This study is about the political roles of Ming official historiography. As a result of the political arrangement by former emperors, the making of official historiography had gradually become a stable system since Zhengtong period. Its close relation and interaction with the Grand Secretariat and Hanlin Academy had caused continuous influence to the compilation of those official works, which were usually susceptible to the political situation.
Emperors like Jingtai and Jiajing Emperor, who had no right to the throne at the beginning, used different works of official compilation to establish their own political authority or legitimacy. And there were also some emperors, Tianshun Emperor for example, tried to use the predictable rules of official historiography to control the writing of their own Veritable Record.
However, official historiography in Ming China was not an exclusive political resource that only for emperors. Grand Secretaries, who had become the main directors of most works of official historiography since Zhengtong period, also had various ways to use those compilation tasks for their own purposes.
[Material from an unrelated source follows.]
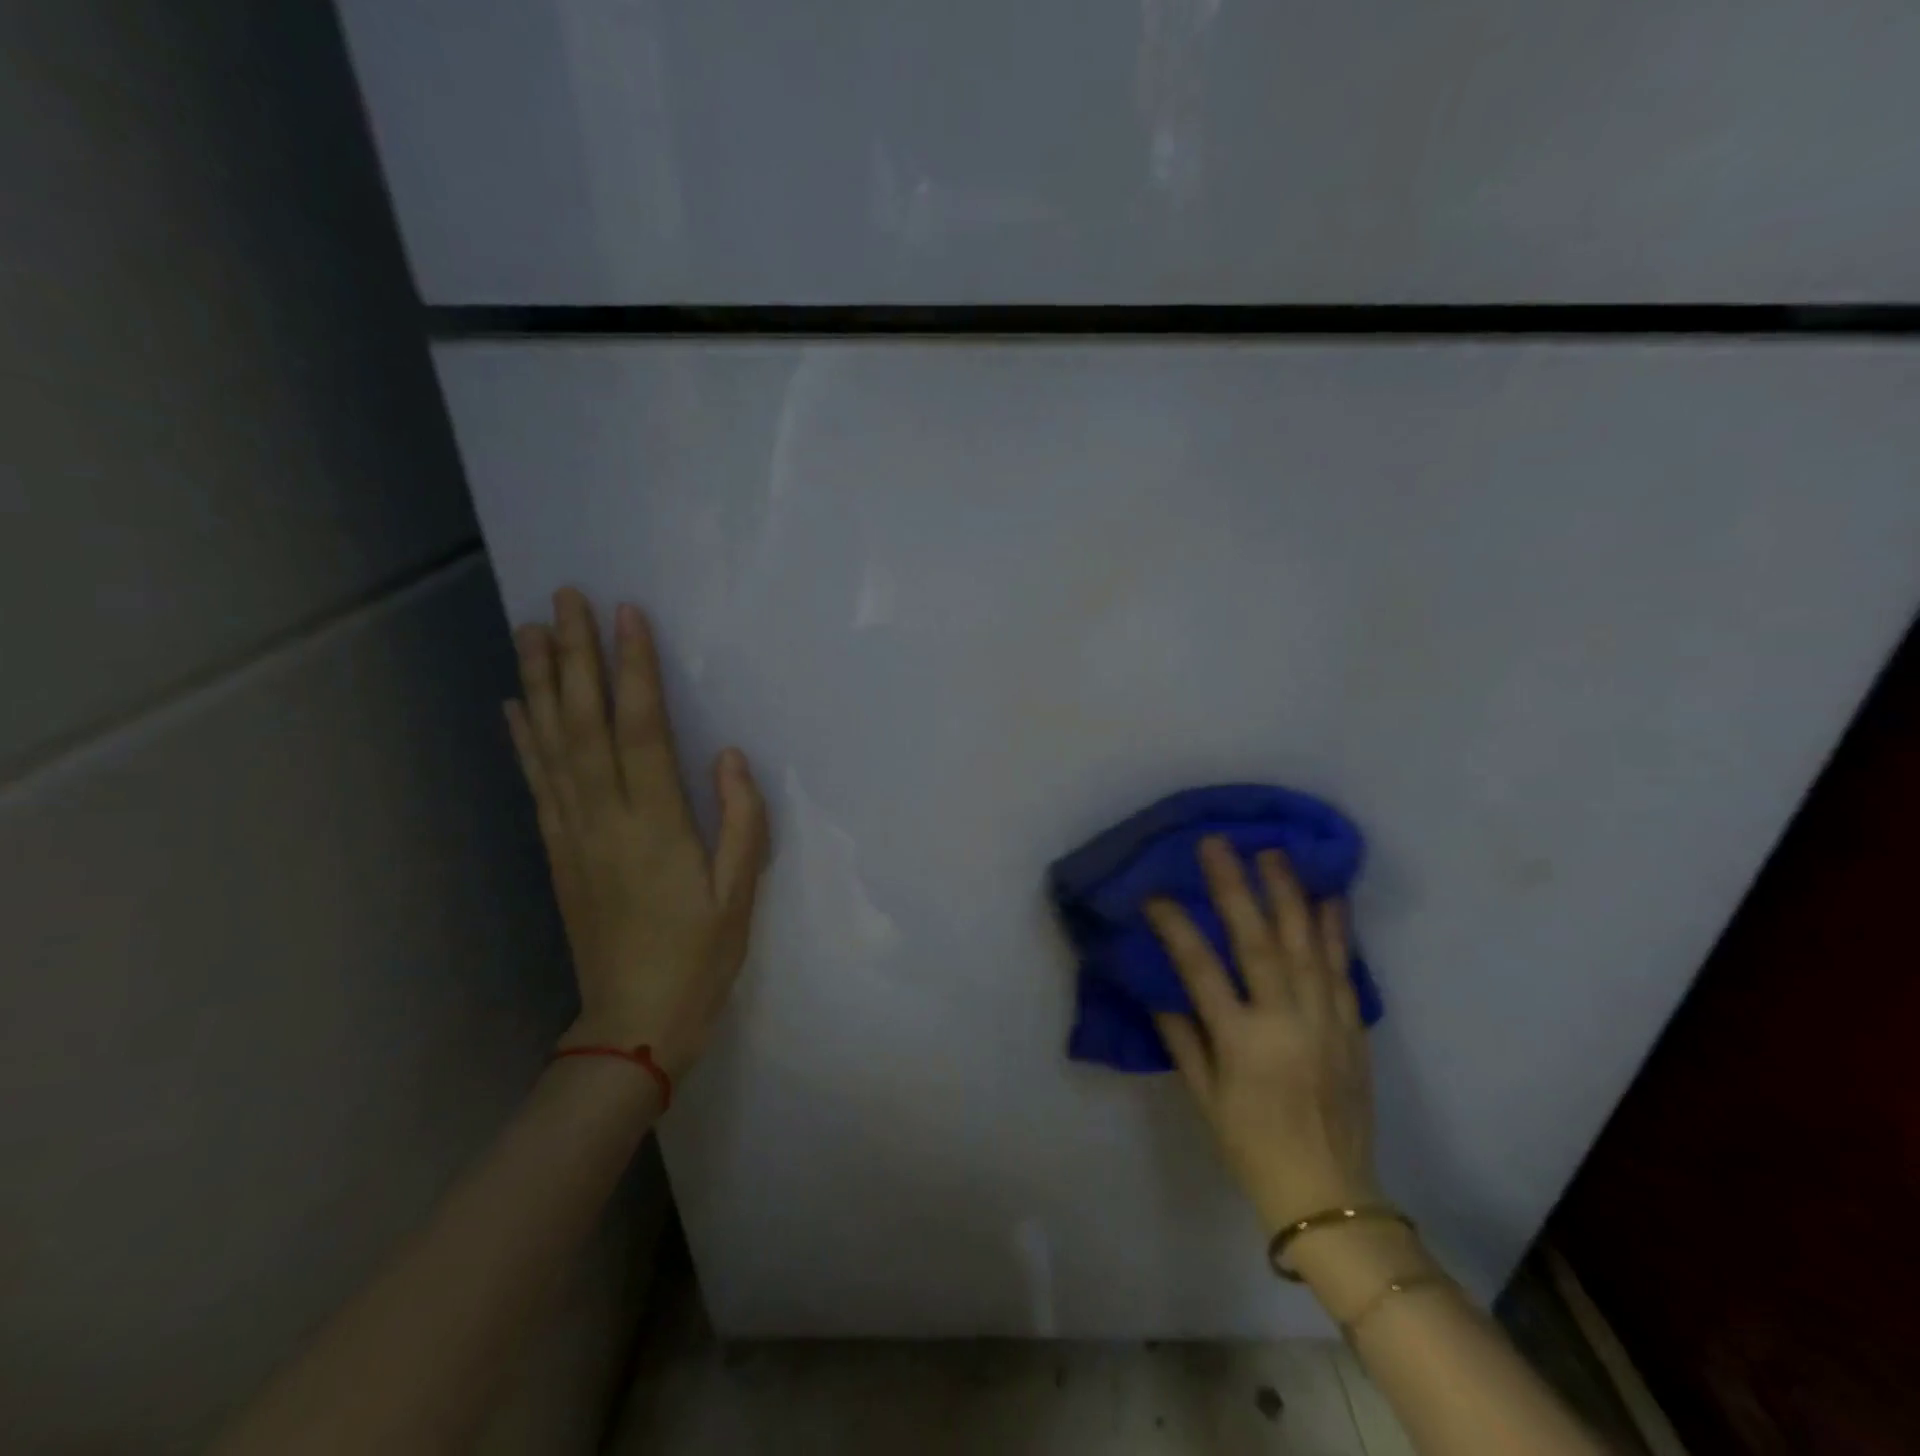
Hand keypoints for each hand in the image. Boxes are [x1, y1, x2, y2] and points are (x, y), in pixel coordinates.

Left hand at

Some Grand Secretaries tried to slander their political opponents in the Veritable Record of the former emperor, while some tried to turn the record into a political textbook, showing “the proper ways of ruling” to the new ruler.
One the other hand, to some officials that were in the work teams of the official compilation, history should reflect more moral lessons, methods of governing and “proper orthodoxy”, or simply restore the truth, rather than cater to political needs of the regime. By making sharp criticism, specific suggestions, or even compiling their own works, these officials tried to persuade the court to correct the error in the official historiography. And their efforts had not only promoted the development of unofficial historiography, but also influenced some official tasks of historiography, such as the compilation of the national history, in later period.